Iron homeostasis related protein (IRP2) may serve as a downstream regulator of Adipsin
To elucidate downstream signaling mechanisms for Adipsin-regulated iron homeostasis and lipid oxidative stress, isolated NMVMs were subjected to Adipsin treatment under hypoxia (Figure 6A). Cell lysates were co-immunoprecipitated using anti-Adipsin antibody or IgG (control). Differentially expressed proteins were obtained using electrophoresis indicated by sliver staining. Liquid Chromatography Tandem-Mass Spectrometry (LC-MS/MS) analysis was used to analyze proteins which may directly interact with Adipsin (Supplementary Figure S5). Following LC-MS/MS analysis of the target band, the Adipsin-interacting protein iron homeostasis related protein (IRP2) was selected for further analysis (Supplementary Table S4).
To further verify the interaction between Adipsin and IRP2 in cardiomyocytes under hypoxia, we performed immunoprecipitation (IP) assays with different antibodies. As expected, an obvious interaction between Adipsin and IRP2 was detected (Figures 6B–D). Co-immunoprecipitation analysis further confirmed a direct interaction of Adipsin and IRP2 under hypoxia (Figures 6E–H). Immunofluorescence imaging also verified co-localization of Adipsin and IRP2 in cardiomyocytes (Figure 6I).
IRP2 is essential to Adipsin-offered cardioprotection
IRP2 plays an essential role in iron homeostasis (25, 26). Under physiological conditions, the labile iron pool serves as the main source of mediating intracellular ROS and other important physiological function. As Adipsin interacts with IRP2 in our in vitro primary cardiomyocyte hypoxia model, the role of IRP2 in Adipsin-offered cardioprotection was determined.
To establish a causative relationship between IRP2 and Adipsin cardioprotection, IRP2 was knocked down using small interfering RNA (siRNA) in primary cardiomyocytes (Supplementary Figure S6). Adeno-associated virus 9 (AAV9) was used as a vector to construct AAV9-IRP2-shRNA that can knockdown expression of cardiac IRP2 (detailed steps were shown in Supplementary Figures S7–S9).
The in vivo study design is shown in Figure 7A. Normal mice were injected with AAV9-IRP2-shRNA in cardiac tissues, and 2 weeks later, IRP2 was knocked down. Mice were subsequently given exosome treatment (Adipsin-Tg or NTg) four times after the MI surgery, and cardiac function and iron metabolism were evaluated 28 days later.
Compared with the control group (AAV9-Scramble + Exo-NTg), both AAV9- IRP2-shRNA and Exo-Adipsin-Tg treatment preserved heart function considerably. However, the combination of the two therapies did not enhance cardiac function any further (Figures 7B,C). Other pathological phenotypes of cardiac tissues, including non-heme iron, MDA contents, and myocardial fibrosis, revealed comparable tendencies (Figures 7D–G).
Western blots suggested that proteins associated with iron metabolism such as TFRC and FTH changed significantly in AAV9-IRP2-shRNA or Exo-Adipsin-Tg treated mice (Figure 7H–J). In addition, AAV9-IRP2-shRNA or Exo-Adipsin-Tg treated mice displayed significantly lower COX2 level and higher GPX4 level in response to MI challenge (Figure 7K,L).

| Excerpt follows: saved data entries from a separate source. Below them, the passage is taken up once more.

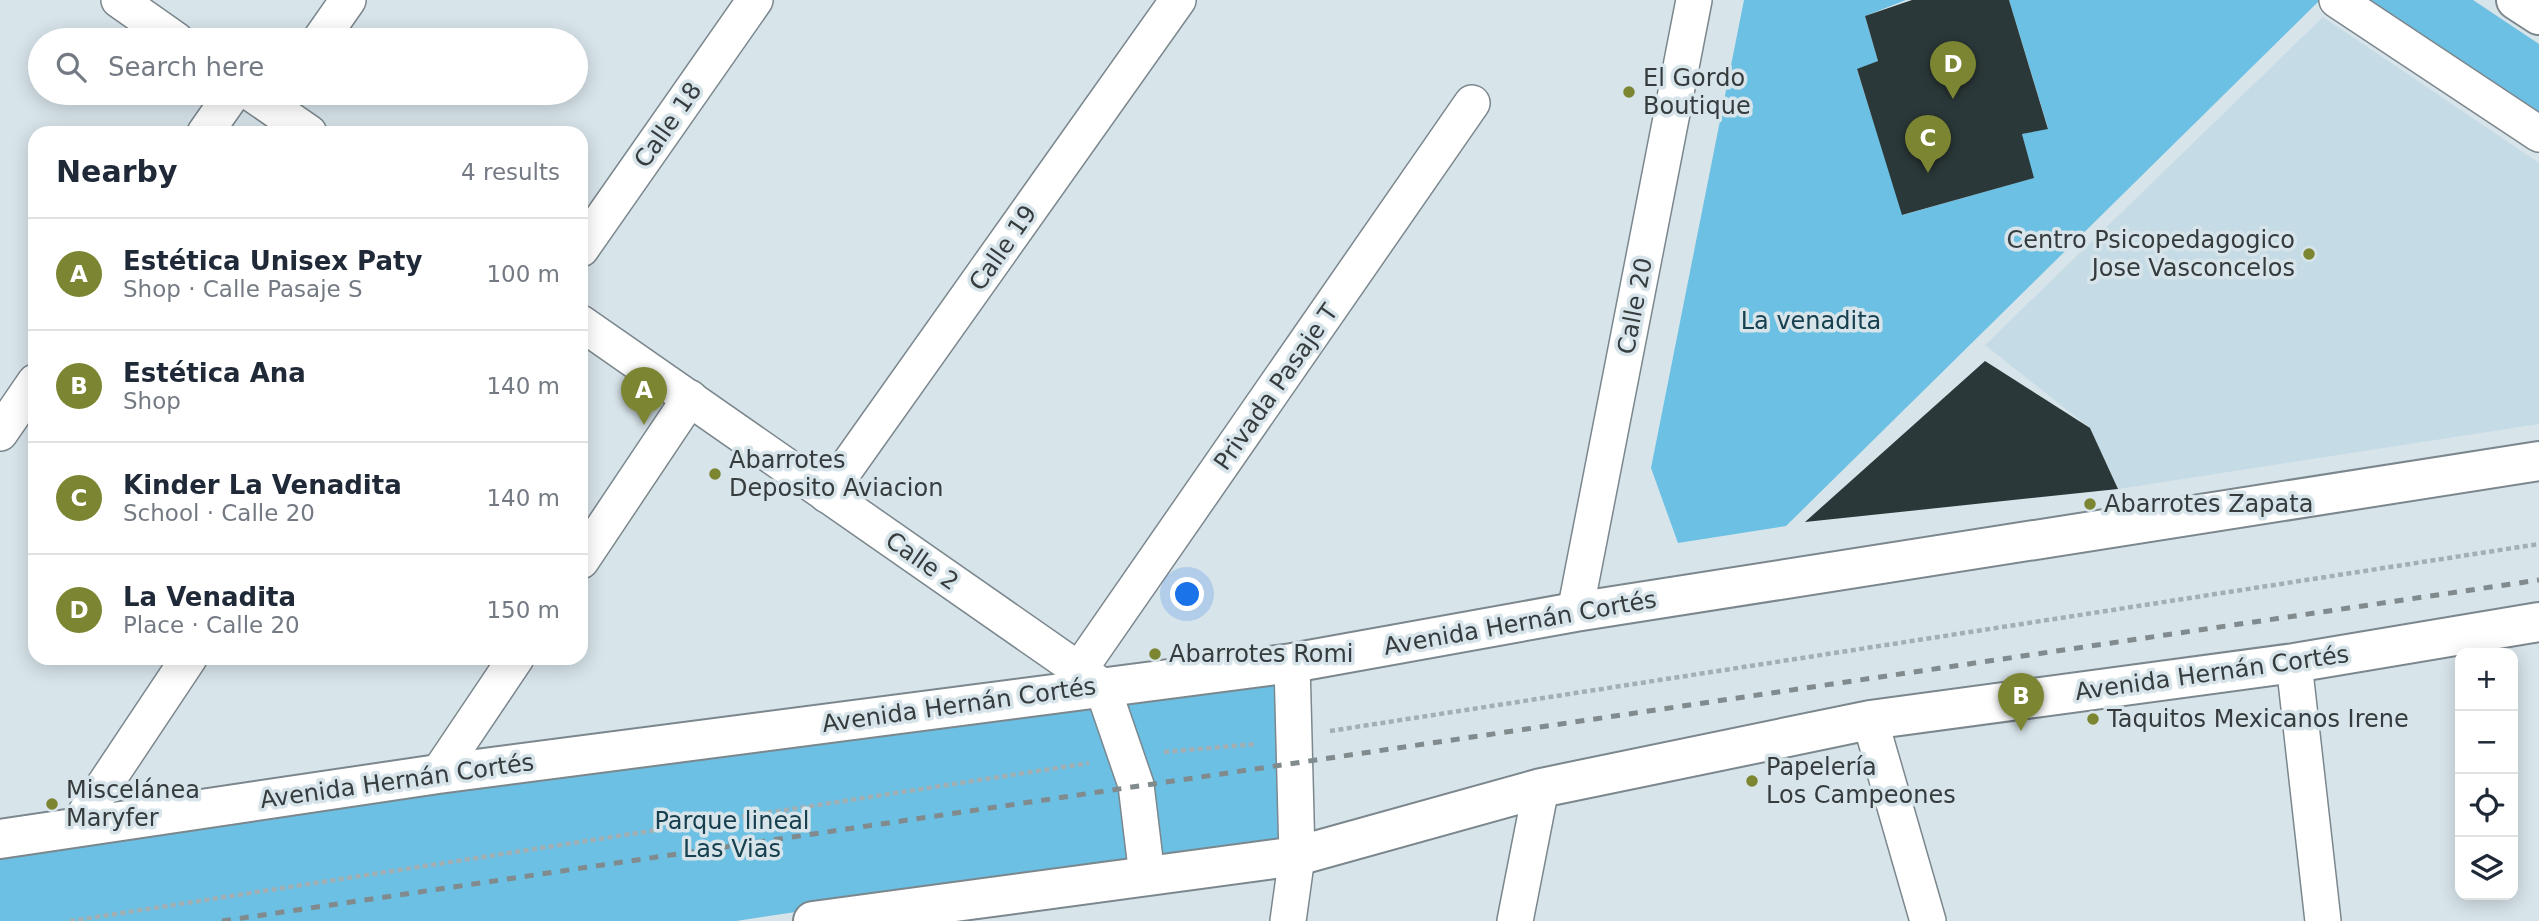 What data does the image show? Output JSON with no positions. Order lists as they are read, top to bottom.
{
  "streets": {
    "main road": ["Avenida Hernán Cortés"],
    "street": [
      "Calle 18",
      "Calle 19",
      "Calle 20",
      "Privada Pasaje T",
      "Calle 2"
    ]
  },
  "crossings": [
    ["Calle 19", "Calle 2"],
    ["Calle 20", "Avenida Hernán Cortés"],
    ["Privada Pasaje T", "Calle 2"],
    ["Privada Pasaje T", "Avenida Hernán Cortés"],
    ["Calle 2", "Avenida Hernán Cortés"]
  ],
  "parks": ["La venadita", "Parque lineal Las Vias"],
  "places": [
    "El Gordo Boutique",
    "Centro Psicopedagogico Jose Vasconcelos",
    "Abarrotes Deposito Aviacion",
    "Abarrotes Zapata",
    "Abarrotes Romi",
    "Taquitos Mexicanos Irene",
    "Papelería Los Campeones",
    "Miscelánea Maryfer"
  ],
  "page": {
    "search": "Search here",
    "pins": [
      "D",
      "C",
      "A",
      "B"
    ],
    "heading": ["Nearby", "4 results"],
    "list": [
      {
        "mark": "A",
        "name": "Estética Unisex Paty",
        "note": "Shop · Calle Pasaje S",
        "value": "100 m"
      },
      {
        "mark": "B",
        "name": "Estética Ana",
        "note": "Shop",
        "value": "140 m"
      },
      {
        "mark": "C",
        "name": "Kinder La Venadita",
        "note": "School · Calle 20",
        "value": "140 m"
      },
      {
        "mark": "D",
        "name": "La Venadita",
        "note": "Place · Calle 20",
        "value": "150 m"
      }
    ],
    "map_buttons": ["+", "−"]
  }
}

These findings imply that both AAV9-IRP2-shRNA and Exo-Adipsin-Tg injection independently alleviated iron overload and lipid oxidation stress in cardiac tissues after MI. However, the two strategies cannot be combined to achieve a superposition effect. Based on these results, IRP2 may be a critical molecule for Adipsin-offered cardiac protection.
Discussion
Although adipokines have been recognized as important regulators of cardiomyocyte survival and cardiac remodeling (27–29), the role of adipose tissues as an endocrine organ in the pathophysiology of MI may be underestimated (30). Certain adipokines including leptin, tumor necrosis factor-α, and resistin have been shown to evoke maladaptive cardiac remodeling following MI. To the contrary, adiponectin (APN) and C1q tumor necrosis factor-related proteins (CTRPs) offer protective action against myocardial ischemic injury and cardiac remodeling (31, 32). Due to the high prevalence of heart disease, it is pertinent to develop effective avenue for the cardiomyocyte-specific delivery of adipokines.

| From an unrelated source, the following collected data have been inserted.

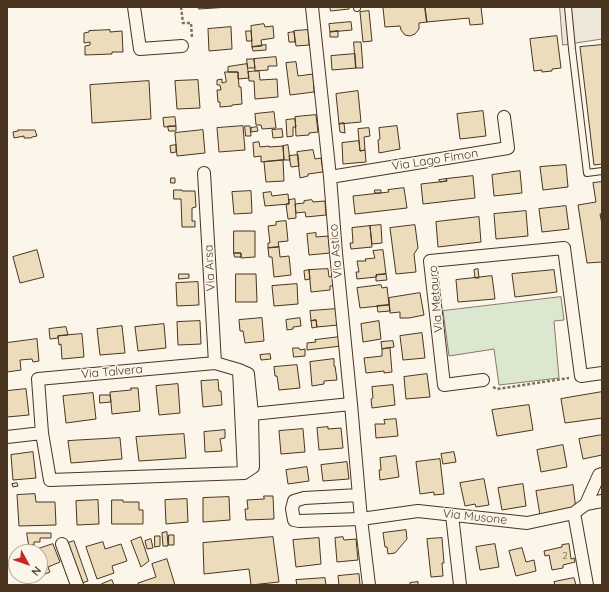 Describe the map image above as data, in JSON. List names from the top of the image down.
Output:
{
  "streets": {
    "street": [
      "Via Lago Fimon",
      "Via Astico",
      "Via Arsa",
      "Via Metauro",
      "Via Talvera",
      "Via Musone"
    ]
  },
  "crossings": [
    ["Via Lago Fimon", "Via Astico"],
    ["Via Astico", "Via Musone"],
    ["Via Arsa", "Via Talvera"]
  ],
  "house_numbers": ["2"],
  "north": "bottom right"
} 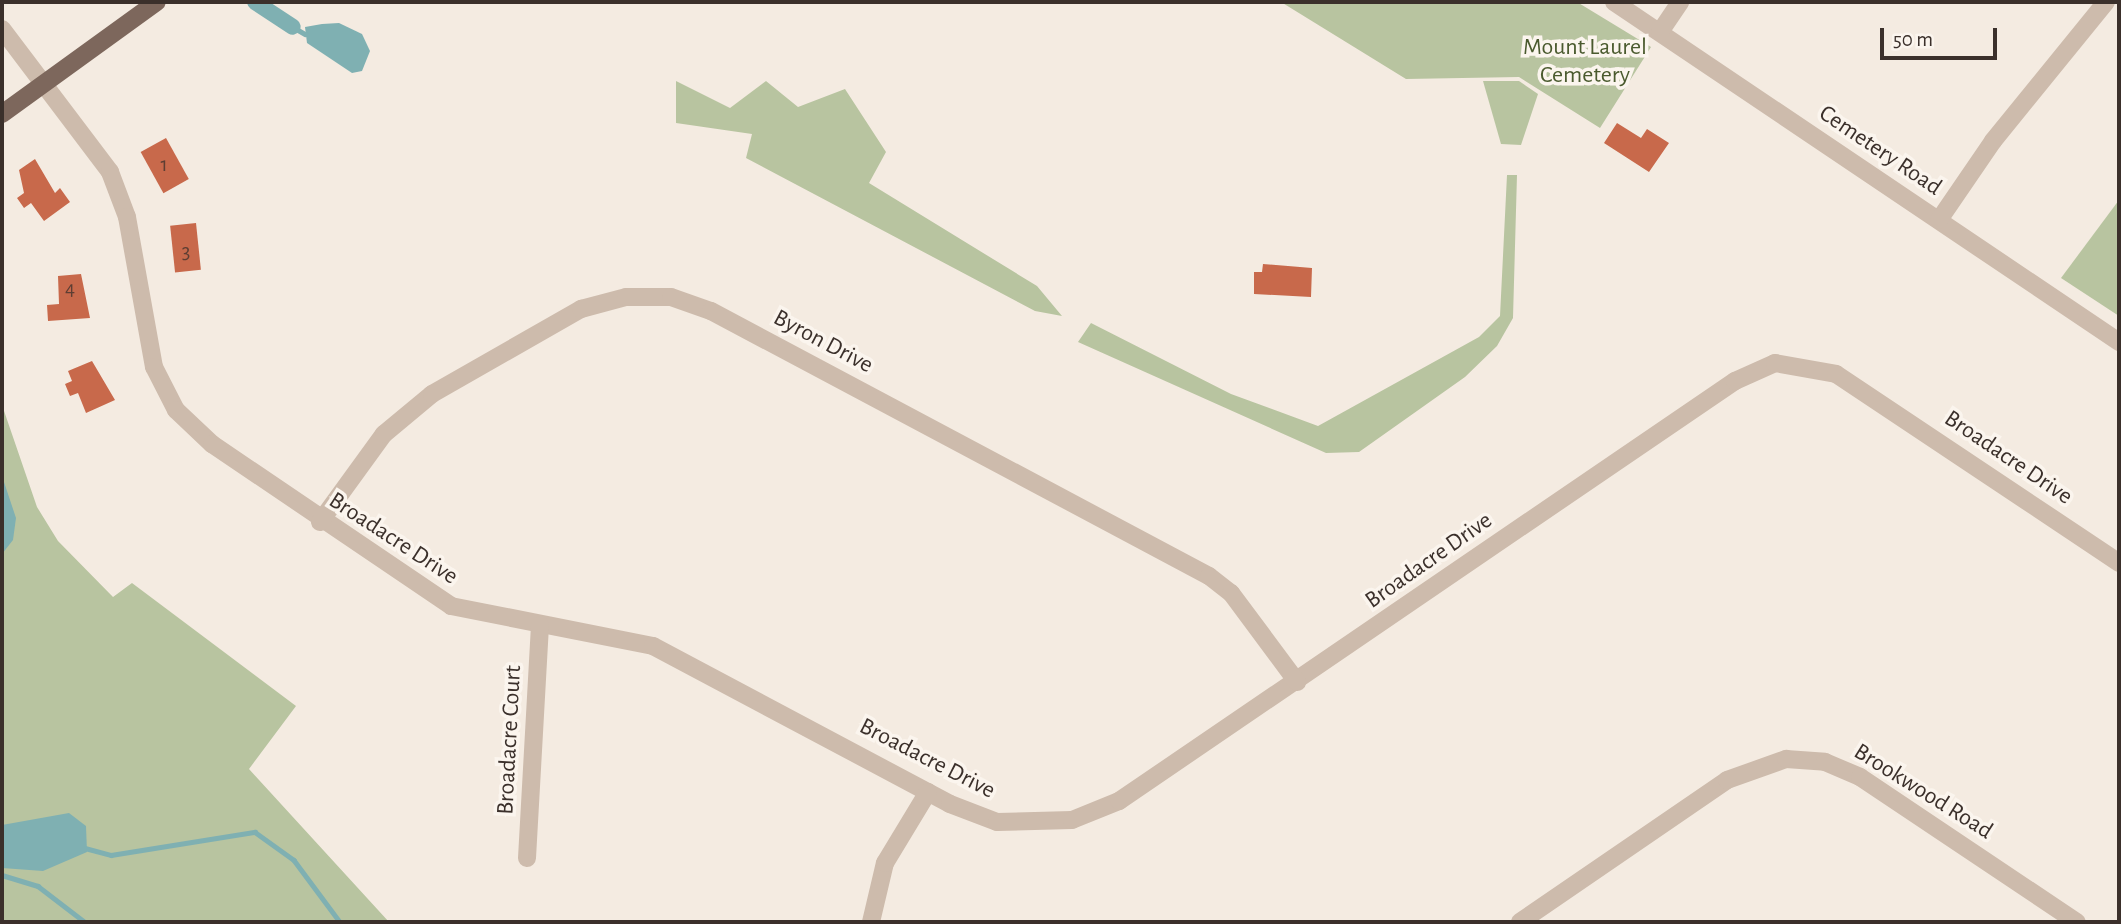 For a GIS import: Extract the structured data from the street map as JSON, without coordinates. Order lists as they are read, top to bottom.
{
  "streets": {
    "street": [
      "Cemetery Road",
      "Byron Drive",
      "Broadacre Drive",
      "Broadacre Court",
      "Brookwood Road"
    ]
  },
  "crossings": [
    ["Byron Drive", "Broadacre Drive"],
    ["Broadacre Drive", "Broadacre Court"]
  ],
  "parks": ["Mount Laurel Cemetery"],
  "house_numbers": ["1", "3", "4"],
  "scale_bar": "50 m"
}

Exosomes, tiny membrane vesicles with diameters of 40—160 nm, emerge as a potential mediator for intercellular communication and drug delivery. Adipose tissue-derived exosomes have recently gained considerable attention. However, exosomes from different sources exhibit disparate affinity for organs and tissues (33–35). Our findings suggest that pericardial adipose-derived exosomes are more likely to be enriched in cardiac tissues.

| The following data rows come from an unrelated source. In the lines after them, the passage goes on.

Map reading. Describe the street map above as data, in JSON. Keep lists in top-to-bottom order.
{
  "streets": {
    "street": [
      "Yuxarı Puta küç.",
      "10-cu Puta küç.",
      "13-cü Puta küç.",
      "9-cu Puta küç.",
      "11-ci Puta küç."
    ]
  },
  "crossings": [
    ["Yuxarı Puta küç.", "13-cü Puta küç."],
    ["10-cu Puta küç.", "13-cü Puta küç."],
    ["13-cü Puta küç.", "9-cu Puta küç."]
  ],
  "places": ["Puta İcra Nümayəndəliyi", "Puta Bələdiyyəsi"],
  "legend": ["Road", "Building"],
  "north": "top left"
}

As one of the first described adipokines, Adipsin was reported to play pivotal roles in gastrointestinal ischemia (GI) injury (10). Adipsin is considered to catalyze the rate-limiting step of alternative complement activation pathway in the activation of C3 and formation of the membrane attack complex (36, 37). However, recent evidence have suggested that Adipsin may regulate beta cell health independent of the classical Adipsin/C3a pathway. The effects of Adipsin on MI injury are still largely unknown. Our study presents the first piece of evidence for altered Adipsin levels in a subset of patients with MI. As confirmed by serum Adipsin levels in MI patients and mice with experimental MI, a significant rise in Adipsin levels is noted in acute MI. However, Adipsin levels gradually decline to the baseline level 28 days after MI. In this context, the degree of adiposity may not always be associated with increased cardiovascular risk. Patients with MI may be risk stratified based on their Adipsin levels, and those patients with the lowest Adipsin levels may need more aggressive anti-remodeling therapy to reduce their risk of developing adverse cardiac remodeling and heart failure. Alternatively, patients with high levels of Adipsin may be relatively protected from MI insult which warrants the clinical application of Adipsin administration.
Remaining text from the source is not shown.